Report every line of the records below that includes the string "Moors".
====== Extracted entries ======
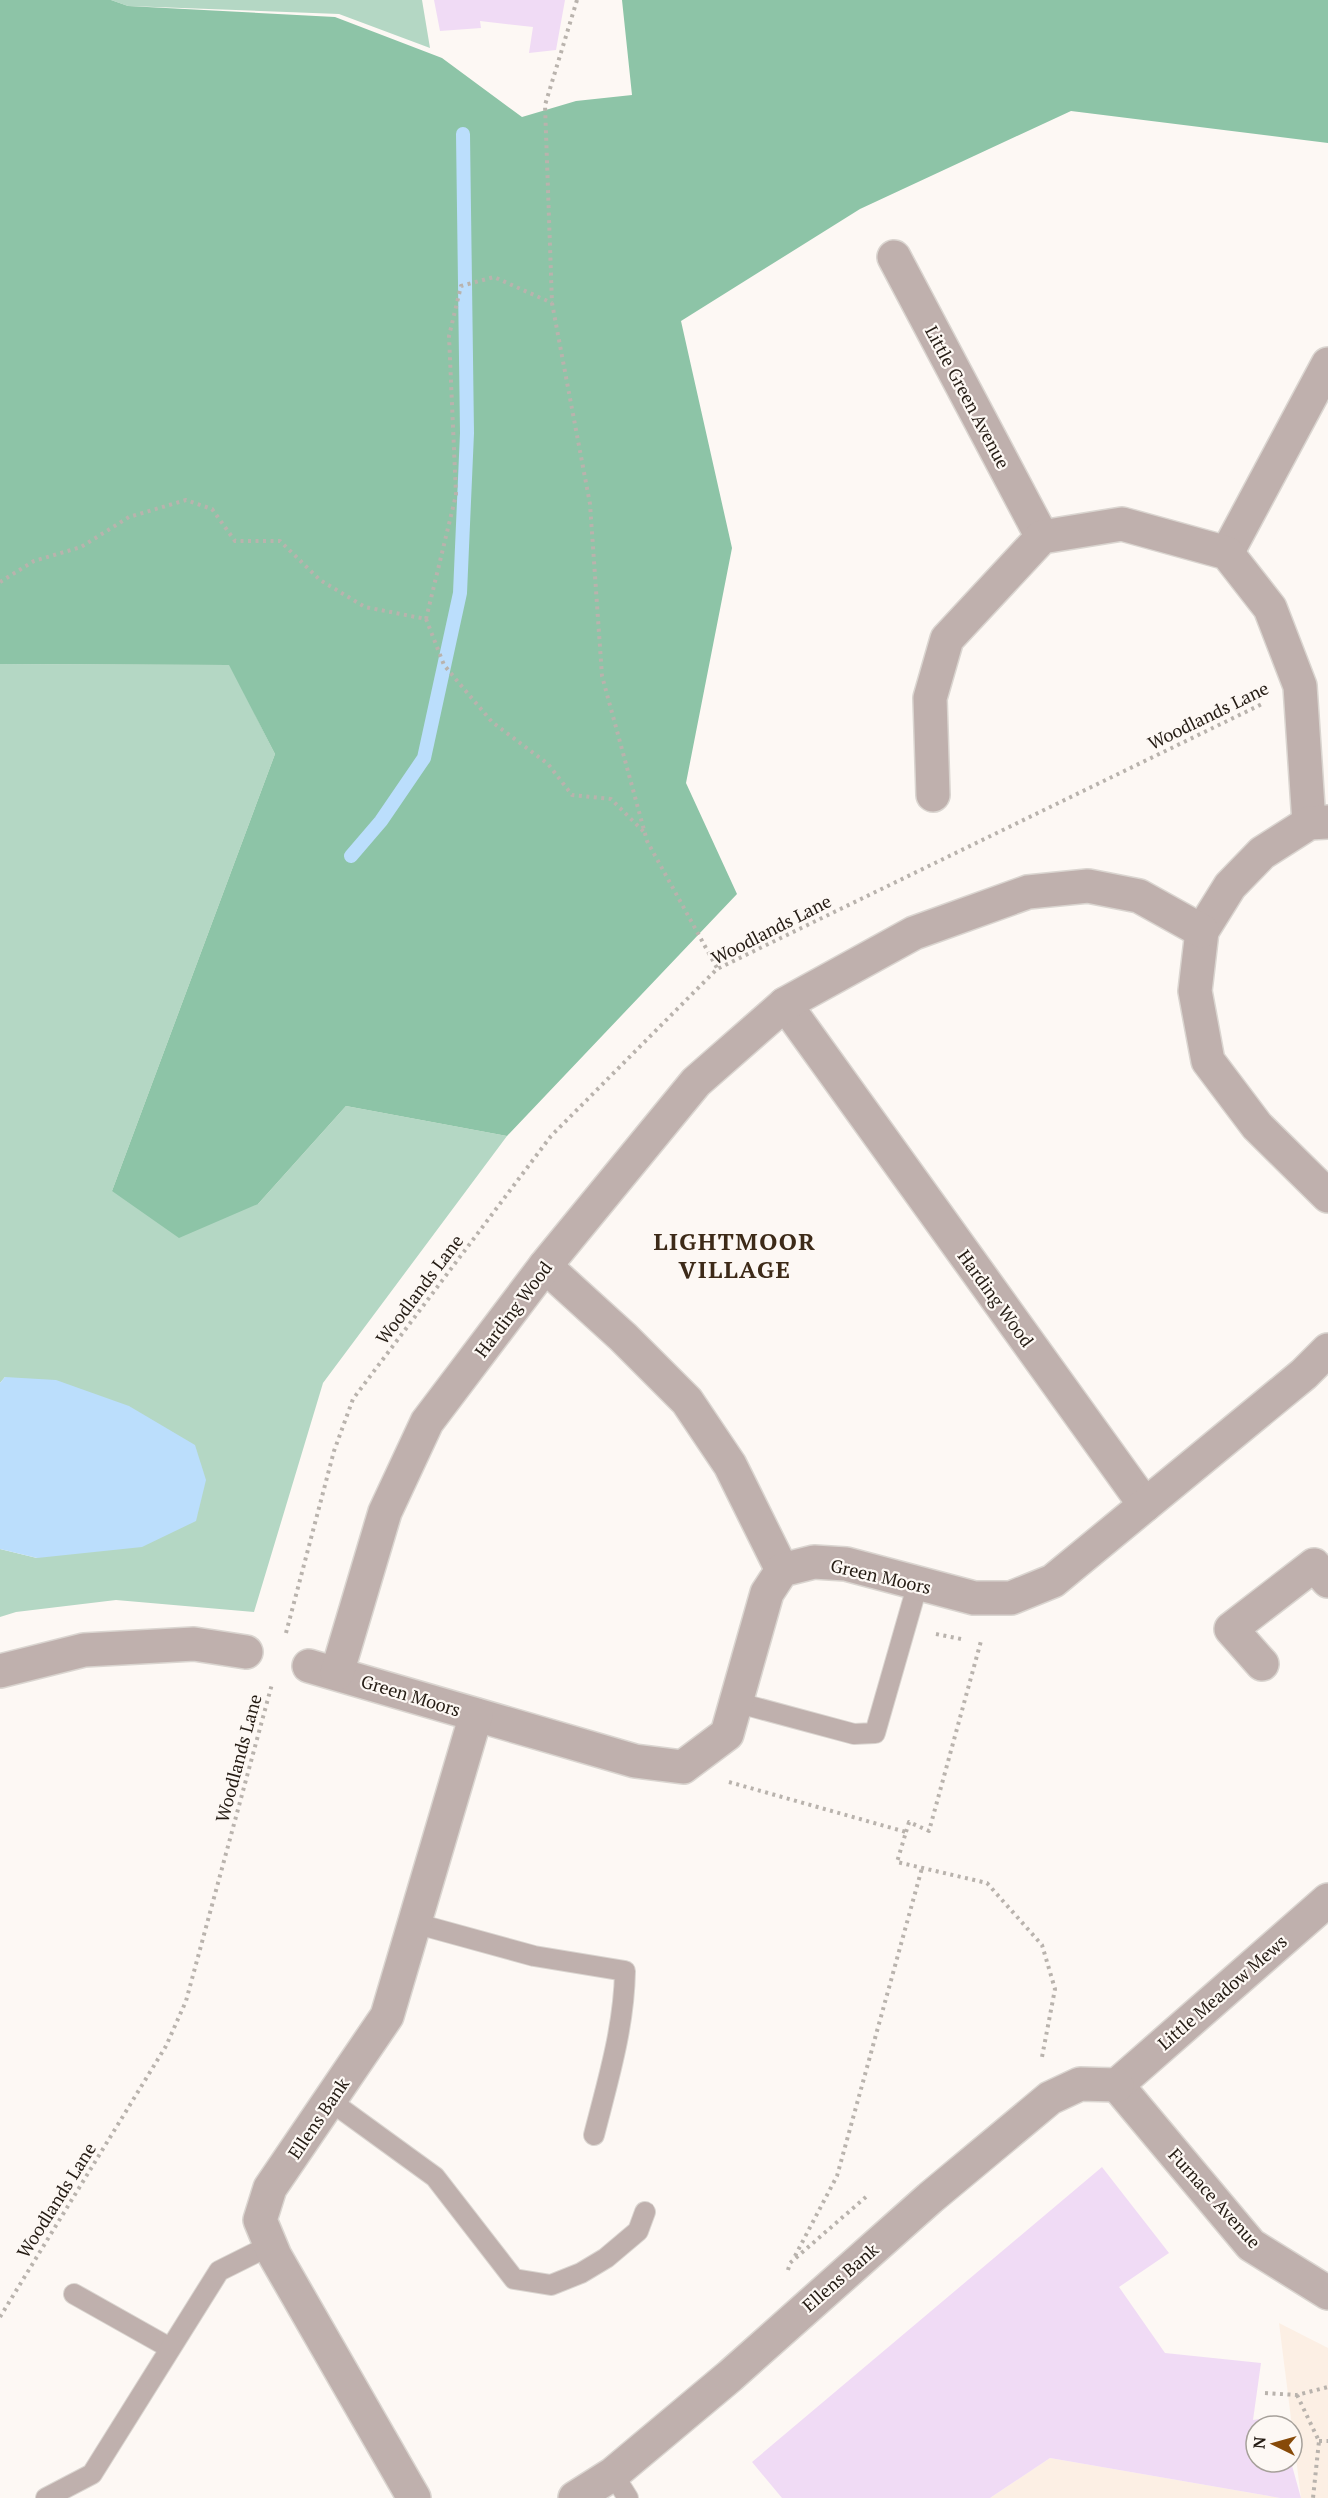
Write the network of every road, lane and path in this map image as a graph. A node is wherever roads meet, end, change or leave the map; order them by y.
1 (577, 0) edge
2 (894, 257) dead end
3 (552, 303) junction
4 (1328, 364) edge
5 (1042, 537) junction
6 (1227, 553) junction
7 (0, 582) edge
8 (426, 619) junction
9 (1300, 686) junction
10 (933, 795) dead end
11 (1318, 823) edge
12 (645, 833) junction
13 (1203, 931) junction
14 (717, 969) junction
15 (785, 1004) junction
16 (1328, 1196) edge
17 (545, 1266) junction
18 (1328, 1350) edge
19 (1145, 1505) junction
20 (1323, 1566) edge
21 (782, 1570) junction
22 (918, 1583) junction
23 (285, 1636) dead end
24 (246, 1652) dead end
25 (1262, 1664) dead end
26 (323, 1670) joint
27 (0, 1671) edge
28 (273, 1682) dead end
29 (735, 1702) junction
30 (476, 1715) junction
31 (683, 1767) junction
32 (922, 1868) junction
33 (1328, 1900) edge
34 (414, 1923) junction
35 (1041, 2058) dead end
36 (1117, 2085) junction
37 (329, 2100) junction
38 (594, 2135) dead end
39 (870, 2193) dead end
40 (645, 2212) dead end
41 (269, 2246) junction
42 (793, 2260) junction
43 (787, 2274) dead end
44 (74, 2294) dead end
45 (1328, 2294) edge
46 (0, 2317) edge
47 (170, 2349) junction
48 (1328, 2387) edge
49 (1265, 2393) dead end
50 (1297, 2395) junction
51 (1319, 2441) junction
52 (1328, 2441) edge
53 (621, 2486) edge
54 (46, 2498) edge
55 (414, 2498) edge
56 (575, 2498) edge
57 (1313, 2498) edge

1 - 3 path
2 - 5 street, Little Green Avenue
3 - 8 path
3 - 12 path
4 - 6 street
5 - 6 street
5 - 10 street
6 - 9 street
7 - 8 path
8 - 12 path
9 - 11 street
9 - 14 path, Woodlands Lane
11 - 13 street
12 - 14 path
13 - 15 street, Harding Wood
13 - 16 street
14 - 23 path, Woodlands Lane
15 - 17 street, Harding Wood
15 - 19 street, Harding Wood
17 - 21 street
17 - 26 street, Harding Wood
18 - 19 street, Green Moors
19 - 22 street, Green Moors
20 - 25 street
21 - 22 street, Green Moors
21 - 29 street
22 - 29 lane
24 - 27 street
26 - 30 street, Green Moors
28 - 46 path, Woodlands Lane
29 - 31 street
30 - 31 street, Green Moors
30 - 34 street, Ellens Bank
31 - 32 path
32 - 35 path
32 - 42 path
33 - 36 street, Little Meadow Mews
34 - 37 street, Ellens Bank
34 - 38 lane
36 - 45 street, Furnace Avenue
36 - 53 street, Ellens Bank
37 - 40 lane
37 - 41 street, Ellens Bank
39 - 42 path
41 - 47 lane
41 - 55 street, Ellens Bank
42 - 43 path
44 - 47 lane
47 - 54 lane
48 - 50 path
49 - 50 path
50 - 51 path
51 - 52 path
51 - 57 path
53 - 56 street, Ellens Bank

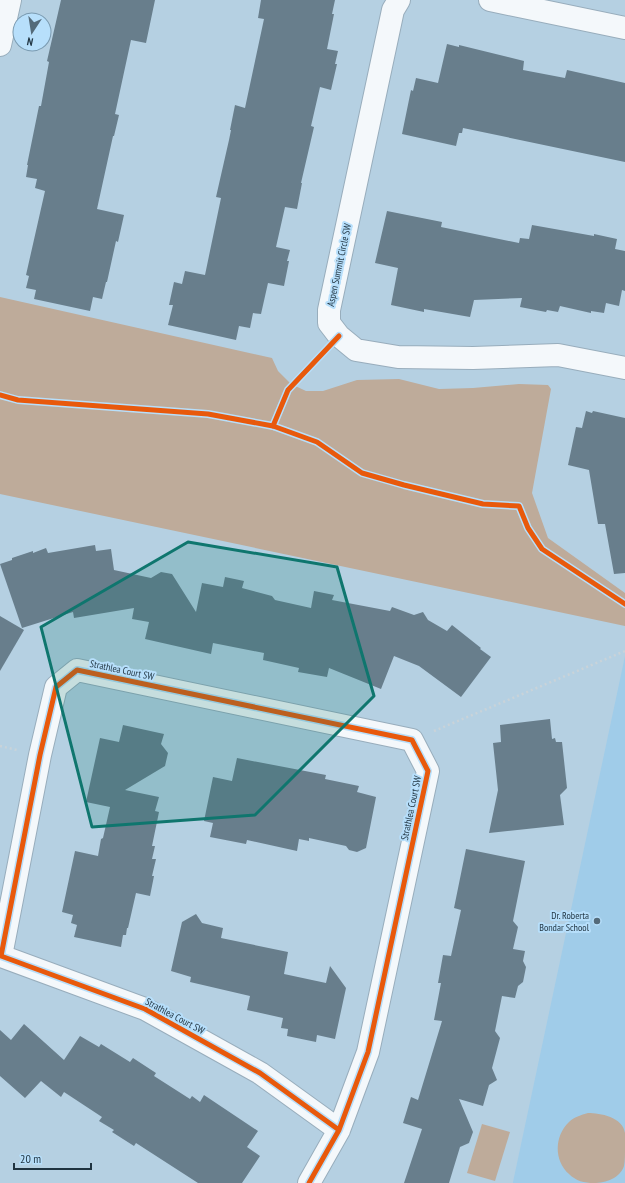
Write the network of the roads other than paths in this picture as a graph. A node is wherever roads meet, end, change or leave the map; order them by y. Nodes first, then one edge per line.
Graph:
1 (10, 0) edge
2 (399, 0) edge
3 (490, 0) edge
4 (625, 28) edge
5 (0, 45) edge
6 (625, 368) edge
7 (338, 1130) junction
8 (309, 1183) edge

1 - 5 street
2 - 6 street, Aspen Summit Circle SW
3 - 4 street
7 - 7 street, Strathlea Court SW
7 - 8 street, Strathlea Court SW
======
Result →
18 - 19 street, Green Moors
19 - 22 street, Green Moors
21 - 22 street, Green Moors
26 - 30 street, Green Moors
30 - 31 street, Green Moors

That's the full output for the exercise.